Astronomie populaire (Arago)/XIV/22

GIDE et J. BAUDRY (Tome 2p. 163-165).

CHAPITRE XXII

nature de la surface incandescente des étoiles


En observant attentivement la surface du Soleil, nous y avons aperçu des changements rapides et très-considérables, qui paraissaient entraîner la conséquence que dans cet astre tous les phénomènes d’incandescence se passent dans une substance gazeuse ; nous sommes arrivés à ce résultat d’une manière plus évidente encore par des phénomènes de polarisation. Mais ces deux moyens d’investigation nous manquent totalement à l’égard de la généralité des étoiles. Le premier n’est applicable que là où le disque est sensible, et l’on sait que les étoiles n’ont pas de diamètres appréciables, que dans les meilleures lunettes elles se présentent sous la forme d’un amas très resserré et plus ou moins confus de lumière. La seconde méthode offre des impossibilités résultant aussi de la superposition apparente des rayons partis des différents points des disques des étoiles.

Rappelons-nous que si la surface incandescente dû Soleil était liquide, nous aurions vu avec la lunette polariscope des couleurs sur les bords des deux images. Si le point le plus élevé sur l’une des images était rouge, le point diamétralement opposé sur cette même image serait rouge aussi. Mais les deux extrémités du diamètre horizontal offriraient l’une et l’autre une teinte verte ou complémentaire du rouge. Si donc l’on parvenait à réunir en un point unique les rayons émanés de toutes les parties du limbe du Soleil, après leur décomposition dans la lunette polariscope, le mélange formerait du blanc, même en admettant que la lumière émanerait d’un liquide incandescent.

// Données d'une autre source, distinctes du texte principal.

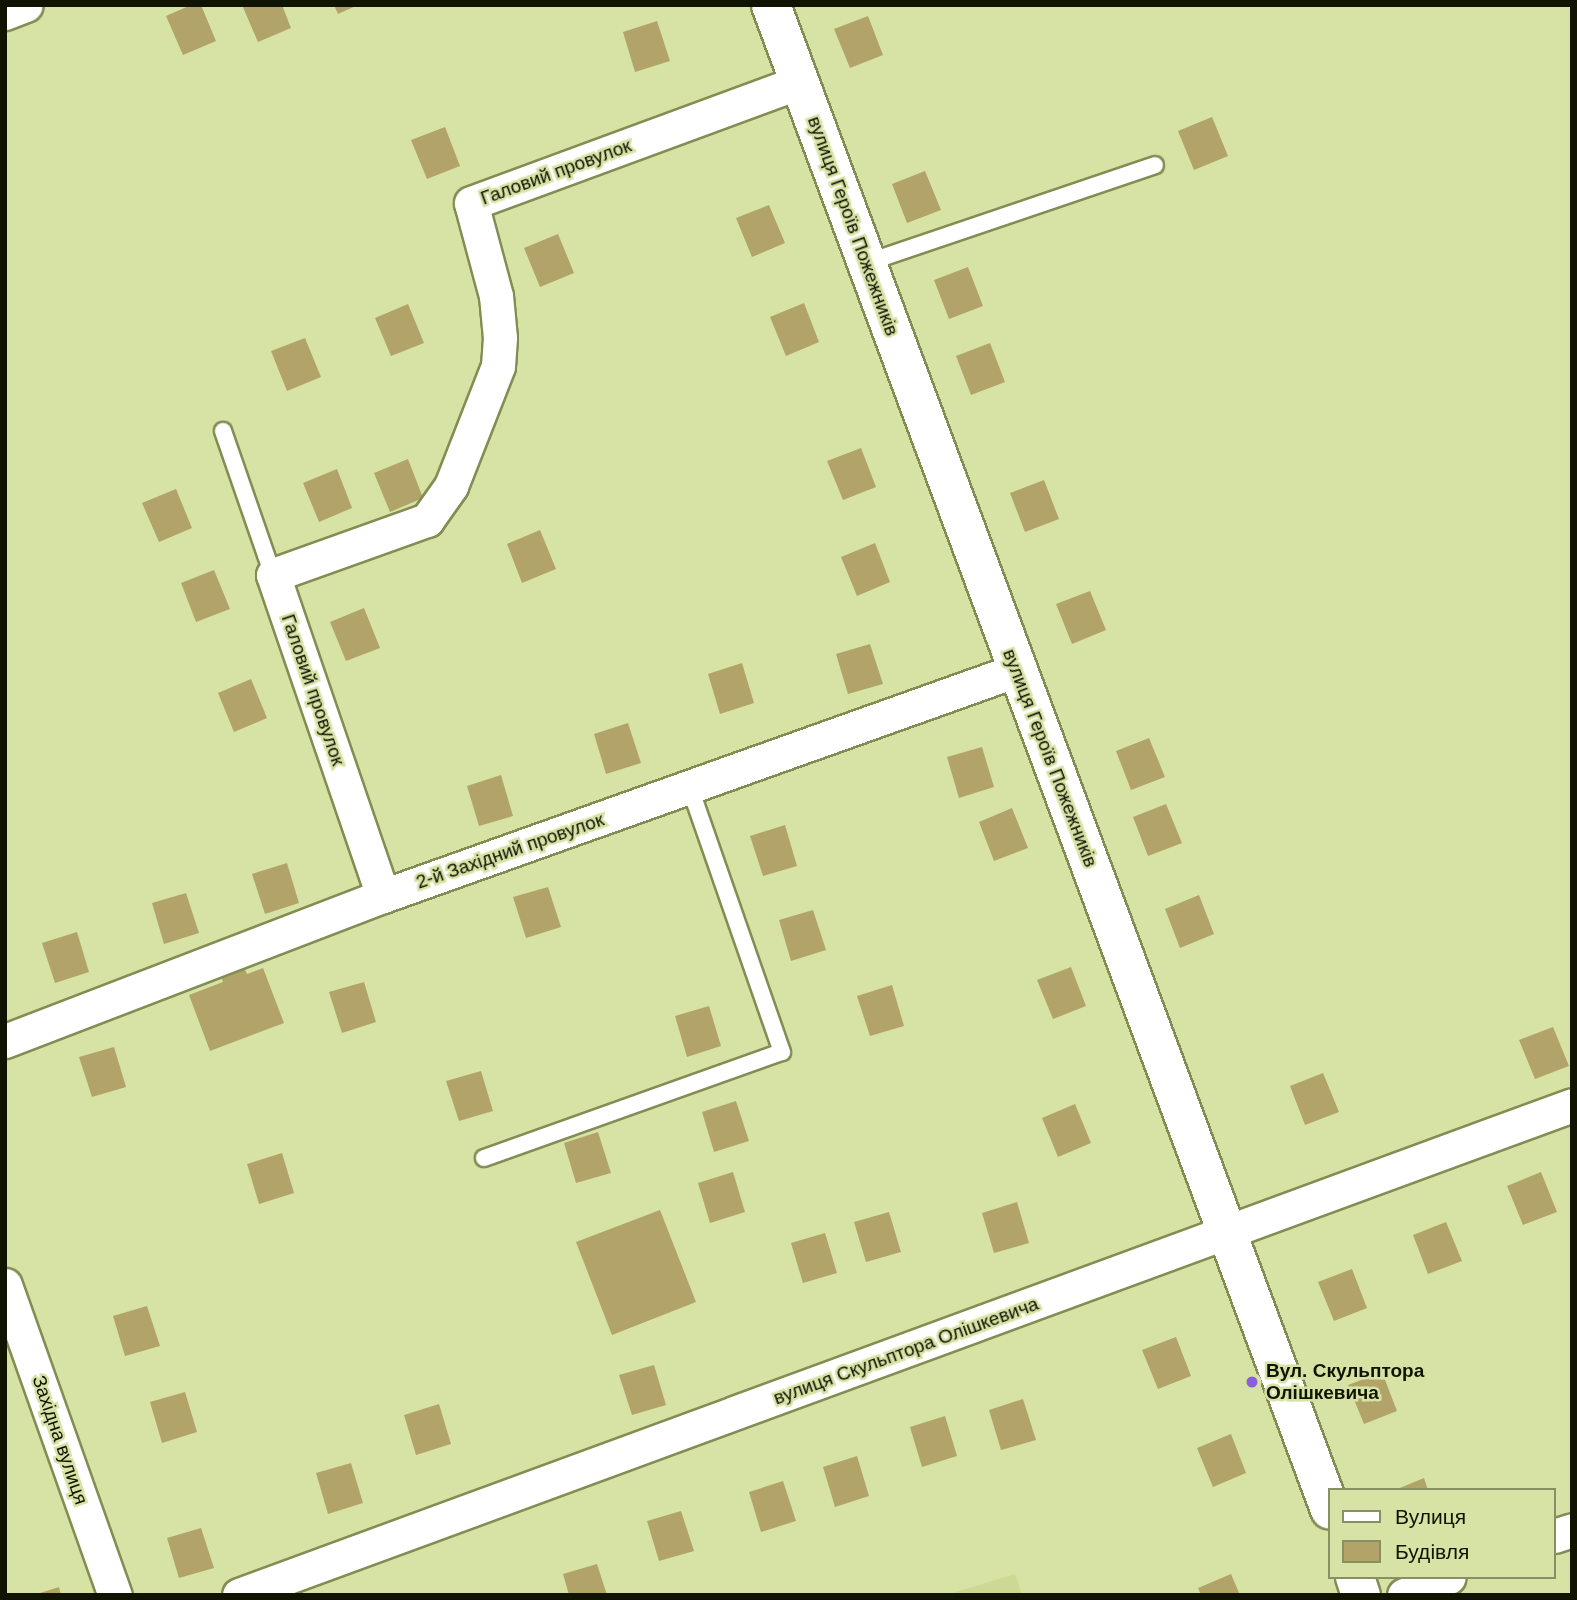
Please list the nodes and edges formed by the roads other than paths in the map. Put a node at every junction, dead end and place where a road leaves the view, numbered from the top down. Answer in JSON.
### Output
{"nodes":[{"id":1,"x":26,"y":5,"type":"edge"},
{"id":2,"x":771,"y":5,"type":"edge"},
{"id":3,"x":5,"y":13,"type":"edge"},
{"id":4,"x":800,"y":82,"type":"junction"},
{"id":5,"x":1155,"y":165,"type":"dead end"},
{"id":6,"x":866,"y":263,"type":"junction"},
{"id":7,"x":223,"y":431,"type":"dead end"},
{"id":8,"x":273,"y":575,"type":"junction"},
{"id":9,"x":1017,"y":670,"type":"junction"},
{"id":10,"x":690,"y":788,"type":"junction"},
{"id":11,"x":383,"y":896,"type":"junction"},
{"id":12,"x":5,"y":1041,"type":"edge"},
{"id":13,"x":1572,"y":1105,"type":"edge"},
{"id":14,"x":484,"y":1158,"type":"dead end"},
{"id":15,"x":1228,"y":1234,"type":"junction"},
{"id":16,"x":5,"y":1285,"type":"edge"},
{"id":17,"x":1328,"y":1505,"type":"edge"},
{"id":18,"x":1444,"y":1579,"type":"edge"},
{"id":19,"x":115,"y":1595,"type":"edge"},
{"id":20,"x":239,"y":1595,"type":"edge"},
{"id":21,"x":1404,"y":1595,"type":"edge"}],
"edges":[{"from":1,"to":3,"type":"street"},
{"from":2,"to":4,"type":"street","name":"вулиця Героїв Пожежників"},
{"from":4,"to":6,"type":"street","name":"вулиця Героїв Пожежників"},
{"from":4,"to":8,"type":"street","name":"Галовий провулок"},
{"from":5,"to":6,"type":"lane"},
{"from":6,"to":9,"type":"street","name":"вулиця Героїв Пожежників"},
{"from":7,"to":8,"type":"lane"},
{"from":8,"to":11,"type":"street","name":"Галовий провулок"},
{"from":9,"to":10,"type":"street","name":"2-й Західний провулок"},
{"from":9,"to":15,"type":"street","name":"вулиця Героїв Пожежників"},
{"from":10,"to":11,"type":"street","name":"2-й Західний провулок"},
{"from":10,"to":14,"type":"lane"},
{"from":11,"to":12,"type":"street","name":"2-й Західний провулок"},
{"from":13,"to":15,"type":"street","name":"вулиця Скульптора Олішкевича"},
{"from":15,"to":17,"type":"street","name":"вулиця Героїв Пожежників"},
{"from":15,"to":20,"type":"street","name":"вулиця Скульптора Олішкевича"},
{"from":16,"to":19,"type":"street","name":"Західна вулиця"},
{"from":18,"to":21,"type":"street"}]}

Il paraît donc qu’il faut renoncer à appliquer à des astres sans dimensions sensibles le procédé qui nous a si bien conduits au but quand il s’agissait du Soleil ; il est cependant quelques-uns de ces astres qui se prêtent à ces moyens de recherches : je veux parler des étoiles changeantes. Examinons d’abord ceux de ces astres qui, à certaines époques, disparaissent totalement ; les seules explications qu’on ait pu donner de leurs variations d’intensité consistent à faire deux hypothèses. Dans la première, l’astre n’est pas lumineux sur tous les points de sa surface, et il éprouve un mouvement de rotation sur lui-même. Cela étant admis, l’étoile est brillante quand sa partie lumineuse est tournée du côté de la Terre, et disparaît lorsque la partie obscure arrive à la même position.

Dans l’autre hypothèse, un satellite opaque et non lumineux par lui-même, circulant autour de l’étoile, l’éclipserait périodiquement.

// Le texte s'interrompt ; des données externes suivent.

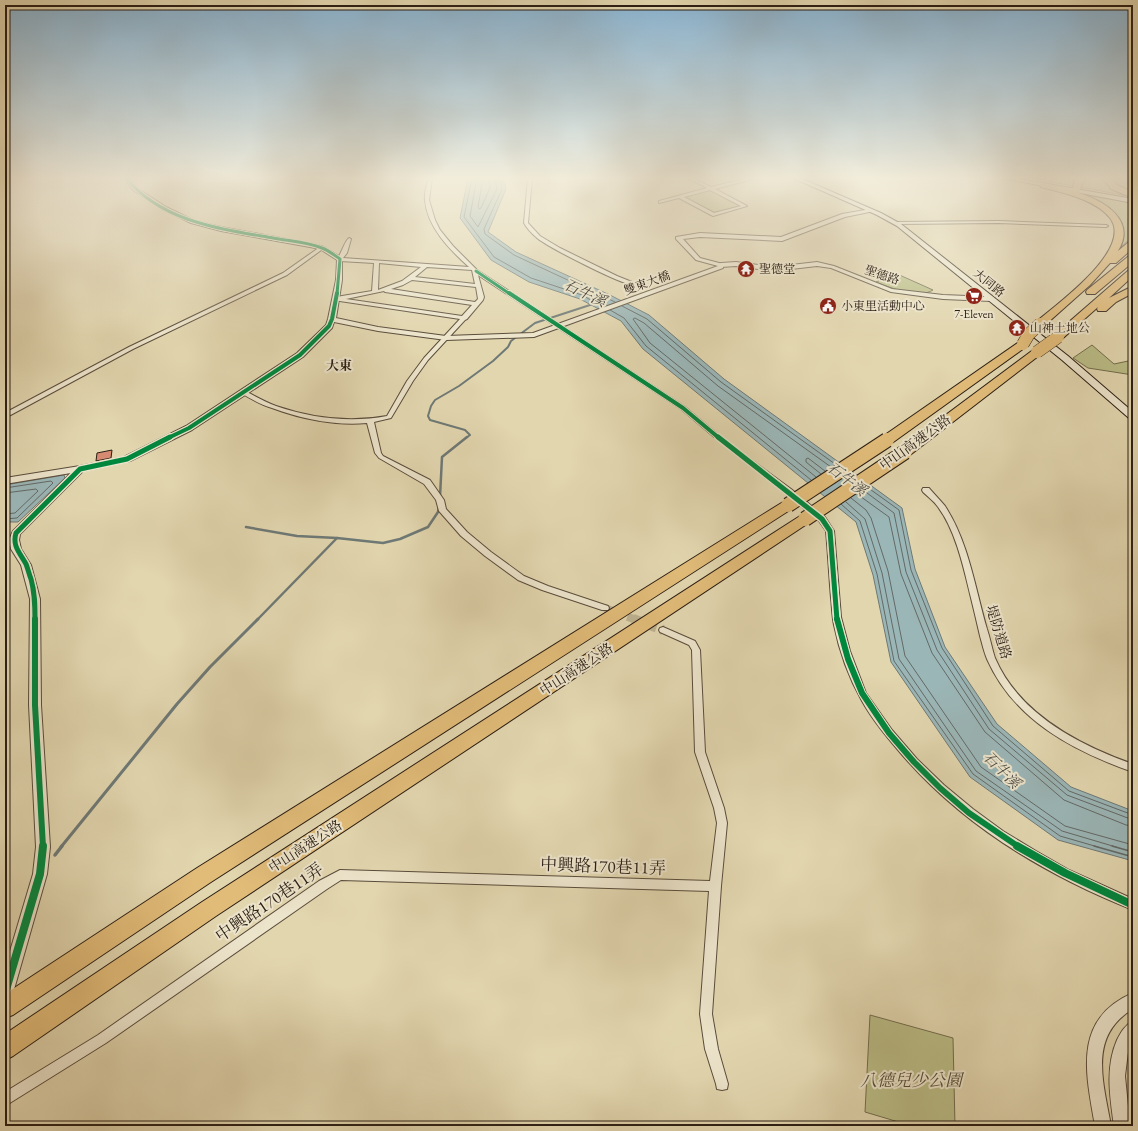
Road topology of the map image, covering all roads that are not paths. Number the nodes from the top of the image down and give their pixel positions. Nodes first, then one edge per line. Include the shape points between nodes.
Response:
1 (231, 231) edge
2 (440, 231) edge
3 (533, 231) edge
4 (803, 231) edge
5 (906, 231) edge
6 (1120, 231) edge
7 (349, 239) dead end
8 (1133, 243) edge
9 (322, 248) junction
10 (1133, 257) edge
11 (340, 259) junction
12 (377, 262) junction
13 (426, 265) junction
14 (721, 265) junction
15 (475, 270) junction
16 (1133, 271) edge
17 (1096, 276) junction
18 (411, 278) junction
19 (635, 285) dead end
20 (478, 286) junction
21 (1133, 289) edge
22 (378, 291) junction
23 (335, 299) junction
24 (991, 299) junction
25 (477, 304) junction
26 (465, 318) junction
27 (332, 319) junction
28 (561, 326) junction
29 (1043, 327) junction
30 (1058, 337) junction
31 (446, 338) junction
32 (243, 392) junction
33 (5, 416) edge
34 (1133, 417) edge
35 (370, 421) junction
36 (80, 469) junction
37 (5, 481) edge
38 (926, 490) dead end
39 (605, 608) tunnel mouth
40 (663, 630) tunnel mouth
41 (1133, 768) edge
42 (715, 886) junction
43 (1133, 905) edge
44 (5, 993) edge
45 (1133, 1001) edge
46 (5, 1007) edge
47 (1133, 1029) edge
48 (8, 1046) edge
49 (722, 1084) dead end
50 (5, 1099) edge
51 (1103, 1126) edge
52 (1122, 1126) edge

1 - 9 street
2 - 15 street via 458,255
3 - 19 street via 538,237 586,264
4 - 14 street via 782,239 700,235 678,238 698,259
5 - 24 main road, 大同路
6 - 17 highway via 1118,245
7 - 11 street
8 - 17 highway
9 - 11 street
9 - 33 street via 285,274 131,348
10 - 29 highway, 中山高速公路
11 - 12 street
11 - 23 street
12 - 13 street
12 - 22 street
13 - 15 street
13 - 18 street
14 - 24 street, 聖德路 via 774,268 817,264 832,267 891,290 943,297
14 - 28 street, 雙東大橋 via 696,277
15 - 20 street
15 - 28 street
16 - 30 highway, 中山高速公路
17 - 29 highway
18 - 20 street
18 - 22 street via 400,285
20 - 25 street via 482,296
21 - 30 highway via 1112,300 1092,317
22 - 23 street
22 - 25 street
23 - 26 street
23 - 27 street
24 - 34 main road, 大同路
25 - 26 street
26 - 31 street
27 - 31 street, 雙東大橋 via 378,330
27 - 32 street via 329,326 306,350
28 - 31 street, 雙東大橋 via 534,335
28 - 43 street via 683,408 822,519 830,531 838,623 853,670 862,693 874,713 904,752 946,793 995,832 1065,875
29 - 46 highway, 中山高速公路, bridge via 1023,344 887,440 788,505 211,871
30 - 48 highway, 中山高速公路, bridge via 905,452 209,909
31 - 35 street via 410,381 389,417
32 - 35 street via 273,406 313,417
32 - 36 street via 189,428 127,459
35 - 39 street via 381,457 428,482 450,519 488,554 521,578
36 - 37 street
36 - 44 street via 16,533 14,540 16,549 26,565 35,599 35,705 42,853 40,874
38 - 41 street, 堤防道路 via 943,510 960,542 990,657 1008,687 1032,712 1063,736 1092,752
40 - 42 street via 692,643 696,650 700,752 722,823
42 - 49 street via 706,1014 710,1046
42 - 50 street, 中興路170巷11弄 via 340,875 102,1039
45 - 51 street via 1110,1019 1095,1049
47 - 52 street via 1122,1043 1116,1072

En raisonnant suivant l’une ou l’autre de ces deux suppositions, la lumière qui nous éclaire quelque temps avant la disparition totale de l’astre, n’est pas partie de tous les points du contour ; il ne peut donc plus être question de la neutralisation complète des teintes dont nous parlions tout à l’heure.

Si une étoile changeante, examinée avec la lunette polariscope, reste parfaitement blanche dans toutes ses phases, on peut donc assurer que sa partie extérieure ou incandescente n’est pas liquide, et que la lumière émane d’une substance analogue à nos nuages ou à nos gaz enflammés.

Or, tel est le résultat du petit nombre d’observations qu’on a pu faire jusqu’ici et qu’il sera très-utile de compléter. Ce même moyen d’investigation exige plus de soin, mais réussit également lorsqu’on l’applique aux étoiles qui n’éprouvent qu’une variation partielle dans leur éclat.

La conséquence à laquelle les observations des étoiles variables nous conduisent et que nous pouvons, je crois, généraliser sans scrupule, peut être énoncée en ces termes : La constitution physique des photosphères des millions d’étoiles dont le firmament est parsemé, est identique, à la constitution physique de la photosphère solaire.